Current operational status and issues.

  • Work is ongoing to get to the root of the problems that affect the network link between the UKlight and SAR routers. The last break was over a week ago (on Tuesday 13th March). Various components in the affected routers have been changed, although it is too soon to say of the problem is finally resolved.
  • We have two incidents where the FTS has failed since it was upgraded to version 2.2.8 on Tuesday (6th March). These were on Wednesday 14th and overnight 16/17th. These are actively under investigation with an Oracle Database patch applied this morning (21st March). These and other issues (including agents crashing) have been sent to the developers who have supplied updated RPMs and the FTS was patched just before the start of this meeting. As part of the investigations some of the FTS monitoring was switched off temporarily as this was seen to add load to the FTS database.

Ongoing Disk Server Issues

  • GDSS392 (CMSTape D0T1) was taken out of production on Sunday evening (18th March). It is currently undergoing tests.

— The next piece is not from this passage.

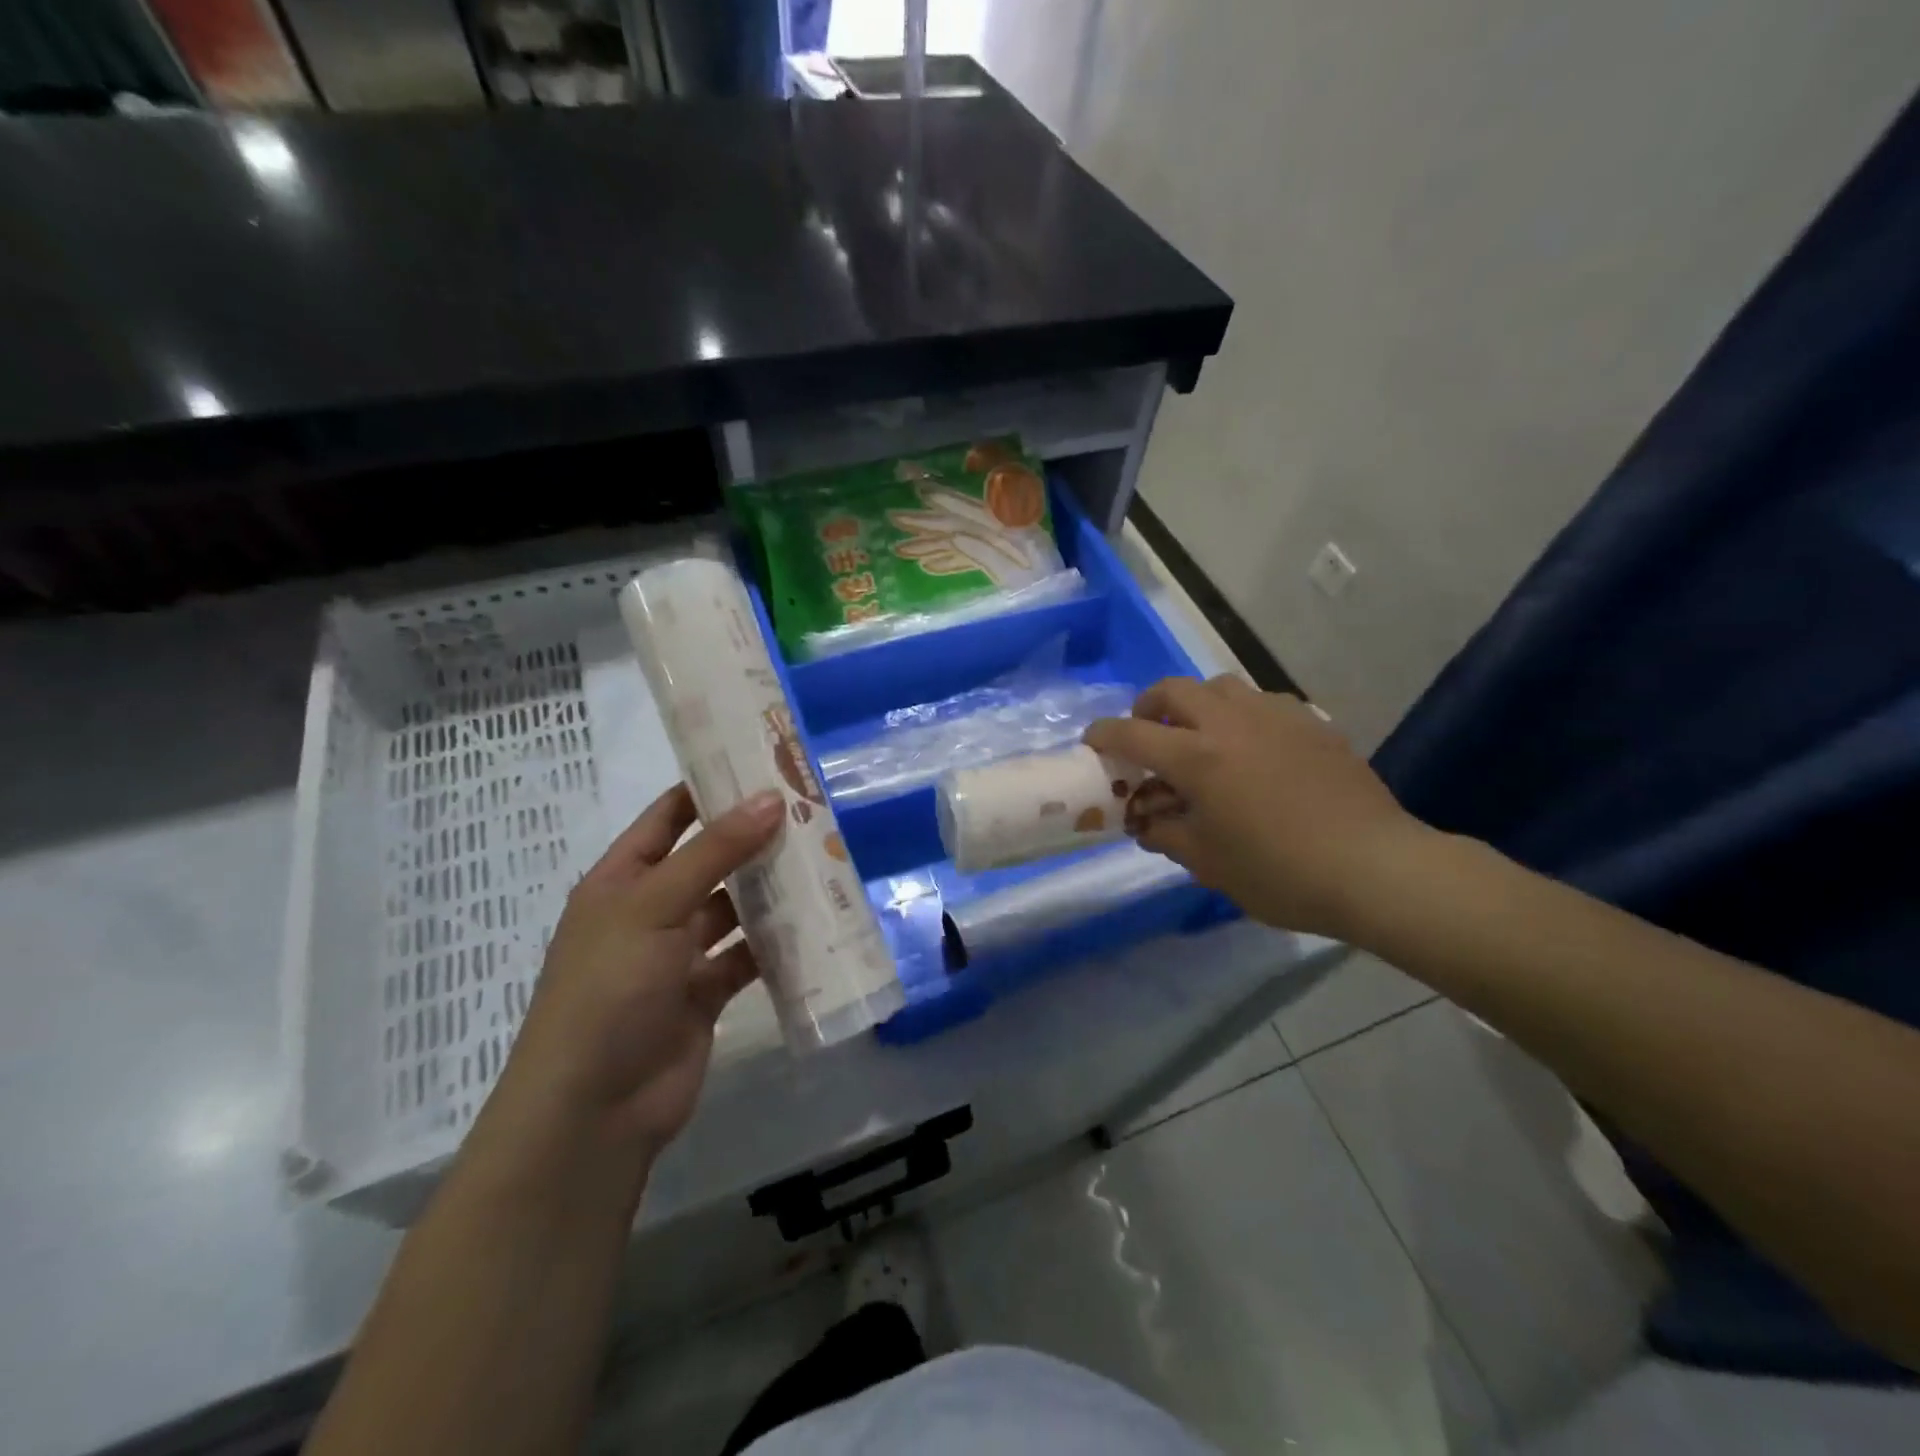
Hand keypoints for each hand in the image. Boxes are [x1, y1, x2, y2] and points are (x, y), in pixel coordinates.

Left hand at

Notable Changes made this last week

  • All tape servers have now been updated to Castor 2.1.11-8 with the improved tape drivers.
  • All worker nodes now have the Castor 2.1.11 clients installed.
  • Castor SRMs have had latest OS patches applied (Tuesday 20th March)
  • The disk array used in the standby Castor Databases has been replaced to the one required for its final configuration (Tuesday/Wednesday 20/21 Mar).

Forthcoming Work & Interventions

  • The second batch of worker nodes are expected to go into production within a few weeks.
  • A further intervention on a power board supplied by the UPS will be needed. This will lead to a very low risk intervention on Tuesday 27th March.

Declared in the GOC DB

  • Wednesday 28th March - Upgrade of MyProxy to UMD version.

Advanced warning for other interventions

The following items are being discussed and are still to be formally scheduled and announced. We are carrying out a significant amount of work during the current LHC stop.

  • Databases:
    • Regular Oracle "PSU" patches are pending for SOMNUS (LFC & FTS).
    • Switch LFC/FTS/3D to new Database Infrastructure.
    • Update LFC/FTS databases to Oracle 11.
  • Castor:
    • Update the Castor Information Provider (CIP) (Need to re-schedule.)
    • Move to use Oracle 11g (requires a minor Castor update.)
  • Networking:
    • Install new Routing & Spine layers for Tier1 network.
    • Main RAL network updates - early summer.
    • Addition of caching DNSs into the Tier1 network.
  • Grid Services:
    • Updates of Grid Services (including WMS, LFC front ends) to EMI/UMD versions.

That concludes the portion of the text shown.